BRIEF →
Comb the records below for the string "between" and copy each line where it turns up.

START DATA SUPPLIED

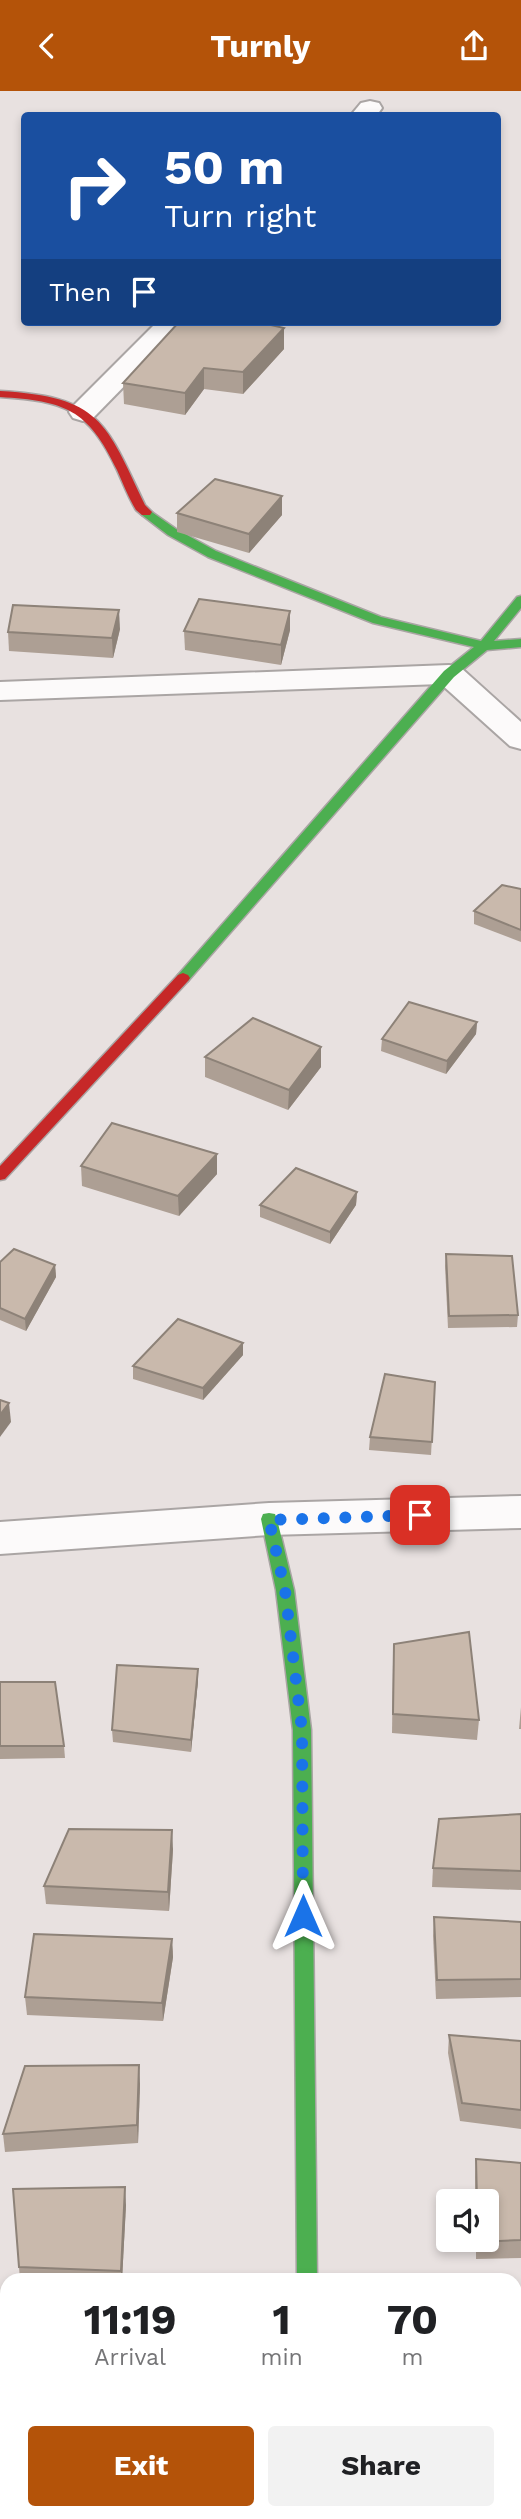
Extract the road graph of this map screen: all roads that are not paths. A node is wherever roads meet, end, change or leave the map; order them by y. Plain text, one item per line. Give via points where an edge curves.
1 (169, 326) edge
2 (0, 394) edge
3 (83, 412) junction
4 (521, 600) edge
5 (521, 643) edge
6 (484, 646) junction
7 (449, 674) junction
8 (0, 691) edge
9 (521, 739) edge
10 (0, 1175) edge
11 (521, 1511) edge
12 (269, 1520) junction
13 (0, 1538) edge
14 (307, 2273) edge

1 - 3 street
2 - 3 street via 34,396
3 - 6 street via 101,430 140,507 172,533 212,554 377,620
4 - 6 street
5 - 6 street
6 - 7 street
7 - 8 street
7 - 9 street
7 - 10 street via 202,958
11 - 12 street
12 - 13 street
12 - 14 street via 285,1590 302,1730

END DATA SUPPLIED
START DATA SUPPLIED

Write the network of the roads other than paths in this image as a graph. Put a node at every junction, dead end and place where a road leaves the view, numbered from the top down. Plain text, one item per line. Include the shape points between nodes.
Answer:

END DATA SUPPLIED
START DATA SUPPLIED

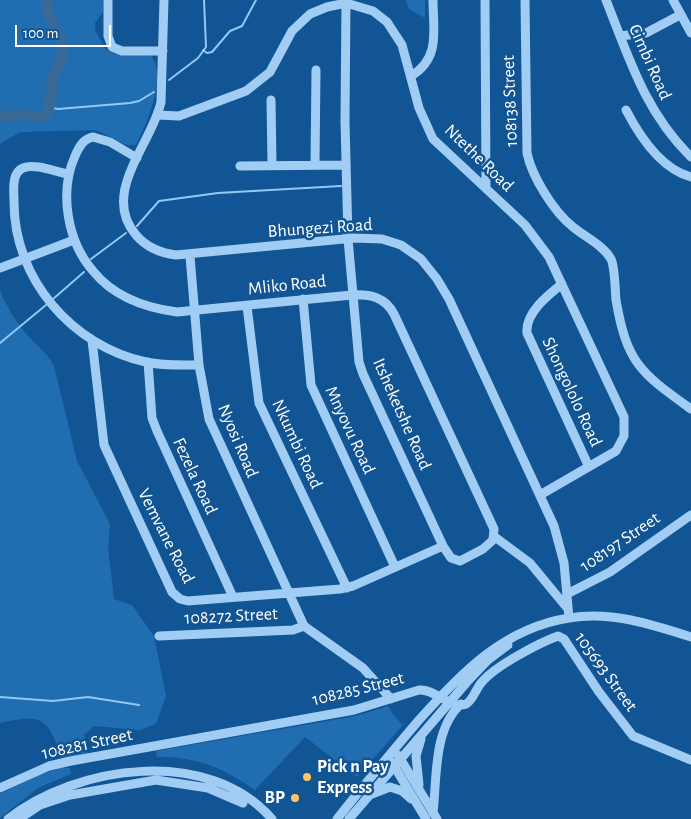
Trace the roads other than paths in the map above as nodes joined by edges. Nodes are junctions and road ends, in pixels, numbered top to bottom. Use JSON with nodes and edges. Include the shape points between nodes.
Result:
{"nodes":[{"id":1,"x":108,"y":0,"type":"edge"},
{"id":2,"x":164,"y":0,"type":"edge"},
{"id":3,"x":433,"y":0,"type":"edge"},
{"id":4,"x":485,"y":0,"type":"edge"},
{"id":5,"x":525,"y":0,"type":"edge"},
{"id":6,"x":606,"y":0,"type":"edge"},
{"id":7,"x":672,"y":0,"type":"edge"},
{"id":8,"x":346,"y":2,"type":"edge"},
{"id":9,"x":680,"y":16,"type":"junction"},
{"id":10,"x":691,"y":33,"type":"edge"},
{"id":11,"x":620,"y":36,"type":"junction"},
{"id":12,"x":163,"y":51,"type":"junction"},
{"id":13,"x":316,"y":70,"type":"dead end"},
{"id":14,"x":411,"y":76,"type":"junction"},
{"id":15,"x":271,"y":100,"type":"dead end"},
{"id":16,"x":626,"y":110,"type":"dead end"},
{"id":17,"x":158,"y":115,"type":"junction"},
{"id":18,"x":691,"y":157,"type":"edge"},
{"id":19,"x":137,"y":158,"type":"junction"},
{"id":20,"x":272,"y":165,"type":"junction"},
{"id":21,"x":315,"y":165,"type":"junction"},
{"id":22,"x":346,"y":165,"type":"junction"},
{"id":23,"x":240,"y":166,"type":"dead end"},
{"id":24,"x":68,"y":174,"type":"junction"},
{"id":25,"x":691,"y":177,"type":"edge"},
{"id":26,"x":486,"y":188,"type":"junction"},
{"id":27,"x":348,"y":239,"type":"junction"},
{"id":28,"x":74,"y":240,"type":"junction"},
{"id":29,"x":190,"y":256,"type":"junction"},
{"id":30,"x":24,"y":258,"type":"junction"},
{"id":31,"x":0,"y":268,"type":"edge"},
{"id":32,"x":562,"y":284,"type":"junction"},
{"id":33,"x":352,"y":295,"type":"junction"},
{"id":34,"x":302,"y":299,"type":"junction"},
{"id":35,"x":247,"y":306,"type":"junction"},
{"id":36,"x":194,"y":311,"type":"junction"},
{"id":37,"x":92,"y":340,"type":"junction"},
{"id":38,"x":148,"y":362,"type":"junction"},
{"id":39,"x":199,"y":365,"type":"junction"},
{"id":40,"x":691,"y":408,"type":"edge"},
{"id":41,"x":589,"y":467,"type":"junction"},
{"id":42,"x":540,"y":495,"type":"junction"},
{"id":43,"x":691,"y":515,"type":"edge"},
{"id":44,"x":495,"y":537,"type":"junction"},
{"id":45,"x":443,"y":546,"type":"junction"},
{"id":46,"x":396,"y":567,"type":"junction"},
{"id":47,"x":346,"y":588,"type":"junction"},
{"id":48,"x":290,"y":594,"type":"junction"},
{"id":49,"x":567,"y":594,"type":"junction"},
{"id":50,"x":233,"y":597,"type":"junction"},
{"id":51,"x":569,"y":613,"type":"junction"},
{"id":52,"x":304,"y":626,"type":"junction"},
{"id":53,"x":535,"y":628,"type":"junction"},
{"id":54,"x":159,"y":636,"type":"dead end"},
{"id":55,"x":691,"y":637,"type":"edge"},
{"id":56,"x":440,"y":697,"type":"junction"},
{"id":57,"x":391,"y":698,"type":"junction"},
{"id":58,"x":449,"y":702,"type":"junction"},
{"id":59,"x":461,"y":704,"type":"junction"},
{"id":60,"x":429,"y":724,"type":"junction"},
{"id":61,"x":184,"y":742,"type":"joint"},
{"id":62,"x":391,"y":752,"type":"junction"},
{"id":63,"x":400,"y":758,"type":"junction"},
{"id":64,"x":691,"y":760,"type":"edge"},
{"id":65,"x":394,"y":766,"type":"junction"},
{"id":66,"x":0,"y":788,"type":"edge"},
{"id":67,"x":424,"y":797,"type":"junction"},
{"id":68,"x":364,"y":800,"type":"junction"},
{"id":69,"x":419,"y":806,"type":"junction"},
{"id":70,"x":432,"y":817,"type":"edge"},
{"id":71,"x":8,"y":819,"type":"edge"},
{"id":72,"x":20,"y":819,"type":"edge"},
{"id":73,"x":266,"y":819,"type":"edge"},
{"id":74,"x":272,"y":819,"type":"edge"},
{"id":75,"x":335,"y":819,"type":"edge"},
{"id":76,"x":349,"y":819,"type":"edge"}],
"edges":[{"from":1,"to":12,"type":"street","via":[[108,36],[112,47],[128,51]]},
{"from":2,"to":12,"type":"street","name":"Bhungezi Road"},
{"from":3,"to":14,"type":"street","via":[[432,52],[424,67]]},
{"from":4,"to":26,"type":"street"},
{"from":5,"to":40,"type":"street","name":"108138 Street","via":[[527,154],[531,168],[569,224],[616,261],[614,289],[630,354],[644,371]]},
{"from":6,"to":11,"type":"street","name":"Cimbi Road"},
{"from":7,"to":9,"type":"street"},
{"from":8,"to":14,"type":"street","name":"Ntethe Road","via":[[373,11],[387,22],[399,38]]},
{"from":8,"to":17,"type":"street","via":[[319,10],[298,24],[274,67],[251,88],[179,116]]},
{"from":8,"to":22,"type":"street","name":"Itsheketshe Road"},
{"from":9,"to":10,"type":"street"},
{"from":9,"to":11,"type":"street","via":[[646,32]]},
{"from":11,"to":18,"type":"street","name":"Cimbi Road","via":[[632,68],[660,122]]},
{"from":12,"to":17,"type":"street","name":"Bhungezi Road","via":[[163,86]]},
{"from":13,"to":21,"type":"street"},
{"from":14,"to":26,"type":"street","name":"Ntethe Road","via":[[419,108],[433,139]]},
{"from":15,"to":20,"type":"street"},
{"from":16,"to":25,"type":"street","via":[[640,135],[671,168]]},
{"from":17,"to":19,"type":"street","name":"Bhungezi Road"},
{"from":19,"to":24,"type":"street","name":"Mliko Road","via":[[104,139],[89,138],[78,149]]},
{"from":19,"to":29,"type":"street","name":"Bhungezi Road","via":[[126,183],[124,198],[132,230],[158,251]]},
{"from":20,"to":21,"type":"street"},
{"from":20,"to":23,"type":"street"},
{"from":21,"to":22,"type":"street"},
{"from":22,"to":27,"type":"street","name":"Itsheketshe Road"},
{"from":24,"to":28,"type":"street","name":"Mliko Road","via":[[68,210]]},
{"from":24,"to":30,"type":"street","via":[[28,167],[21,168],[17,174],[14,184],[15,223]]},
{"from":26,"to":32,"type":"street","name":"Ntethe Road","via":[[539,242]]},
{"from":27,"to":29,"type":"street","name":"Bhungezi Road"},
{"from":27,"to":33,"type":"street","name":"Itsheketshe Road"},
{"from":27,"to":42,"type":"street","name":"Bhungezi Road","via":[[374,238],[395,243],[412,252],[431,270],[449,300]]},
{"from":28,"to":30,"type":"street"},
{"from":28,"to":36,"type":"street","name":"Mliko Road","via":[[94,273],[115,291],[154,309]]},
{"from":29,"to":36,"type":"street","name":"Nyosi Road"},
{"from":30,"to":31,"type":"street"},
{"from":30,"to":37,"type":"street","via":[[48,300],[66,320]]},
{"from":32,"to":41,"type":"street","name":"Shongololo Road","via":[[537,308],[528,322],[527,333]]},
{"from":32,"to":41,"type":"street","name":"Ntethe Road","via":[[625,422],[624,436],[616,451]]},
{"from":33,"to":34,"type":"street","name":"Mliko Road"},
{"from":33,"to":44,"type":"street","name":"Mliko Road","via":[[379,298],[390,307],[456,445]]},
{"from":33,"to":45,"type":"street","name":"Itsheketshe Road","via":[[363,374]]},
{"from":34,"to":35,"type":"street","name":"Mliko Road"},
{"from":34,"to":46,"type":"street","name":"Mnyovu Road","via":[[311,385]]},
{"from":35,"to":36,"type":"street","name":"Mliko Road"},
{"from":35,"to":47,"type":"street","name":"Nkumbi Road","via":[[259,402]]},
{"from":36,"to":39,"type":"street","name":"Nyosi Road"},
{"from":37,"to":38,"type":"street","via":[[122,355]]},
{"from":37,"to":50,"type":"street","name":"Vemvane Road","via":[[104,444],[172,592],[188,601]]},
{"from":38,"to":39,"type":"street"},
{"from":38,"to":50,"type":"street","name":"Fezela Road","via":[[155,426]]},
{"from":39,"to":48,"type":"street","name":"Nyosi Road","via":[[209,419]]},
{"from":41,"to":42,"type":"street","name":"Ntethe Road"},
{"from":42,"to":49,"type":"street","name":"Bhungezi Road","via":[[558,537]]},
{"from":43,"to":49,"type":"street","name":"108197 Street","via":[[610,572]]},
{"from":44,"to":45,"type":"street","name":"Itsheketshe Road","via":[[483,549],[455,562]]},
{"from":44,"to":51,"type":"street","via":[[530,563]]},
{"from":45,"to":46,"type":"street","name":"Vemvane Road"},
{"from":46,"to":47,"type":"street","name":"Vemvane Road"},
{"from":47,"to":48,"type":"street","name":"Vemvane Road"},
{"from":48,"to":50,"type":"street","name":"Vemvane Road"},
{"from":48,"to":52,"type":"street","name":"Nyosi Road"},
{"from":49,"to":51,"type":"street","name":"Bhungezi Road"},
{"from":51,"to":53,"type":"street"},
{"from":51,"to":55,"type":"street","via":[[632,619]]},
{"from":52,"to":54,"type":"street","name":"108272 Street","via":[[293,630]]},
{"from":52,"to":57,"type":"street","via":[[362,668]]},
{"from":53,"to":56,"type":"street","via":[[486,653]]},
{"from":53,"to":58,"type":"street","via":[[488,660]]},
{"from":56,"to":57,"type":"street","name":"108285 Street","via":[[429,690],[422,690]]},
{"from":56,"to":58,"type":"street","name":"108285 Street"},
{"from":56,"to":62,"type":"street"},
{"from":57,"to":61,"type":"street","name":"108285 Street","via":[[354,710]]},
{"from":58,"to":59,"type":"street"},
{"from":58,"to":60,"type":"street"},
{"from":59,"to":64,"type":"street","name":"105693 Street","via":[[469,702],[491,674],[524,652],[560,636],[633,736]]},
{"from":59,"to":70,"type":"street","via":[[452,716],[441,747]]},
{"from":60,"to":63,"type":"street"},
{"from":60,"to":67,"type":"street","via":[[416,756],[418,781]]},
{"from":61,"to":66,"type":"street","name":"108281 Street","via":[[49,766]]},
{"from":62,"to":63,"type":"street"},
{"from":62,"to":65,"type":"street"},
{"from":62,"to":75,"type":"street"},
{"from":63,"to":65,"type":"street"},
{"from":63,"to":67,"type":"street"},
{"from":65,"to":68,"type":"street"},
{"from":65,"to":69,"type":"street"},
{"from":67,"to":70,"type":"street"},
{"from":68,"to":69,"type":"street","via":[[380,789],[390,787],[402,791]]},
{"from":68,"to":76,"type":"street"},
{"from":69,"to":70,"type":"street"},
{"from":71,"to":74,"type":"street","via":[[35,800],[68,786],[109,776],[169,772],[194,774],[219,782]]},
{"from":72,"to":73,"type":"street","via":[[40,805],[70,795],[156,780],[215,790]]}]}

END DATA SUPPLIED

RESPONSE BELOW →
Write the network of the roads other than paths in this image as a graph. Put a node at every junction, dead end and place where a road leaves the view, numbered from the top down. Plain text, one item per line. Include the shape points between nodes.
Trace the roads other than paths in the map above as nodes joined by edges. Nodes are junctions and road ends, in pixels, numbered top to bottom. Use JSON with nodes and edges. Include the shape points between nodes.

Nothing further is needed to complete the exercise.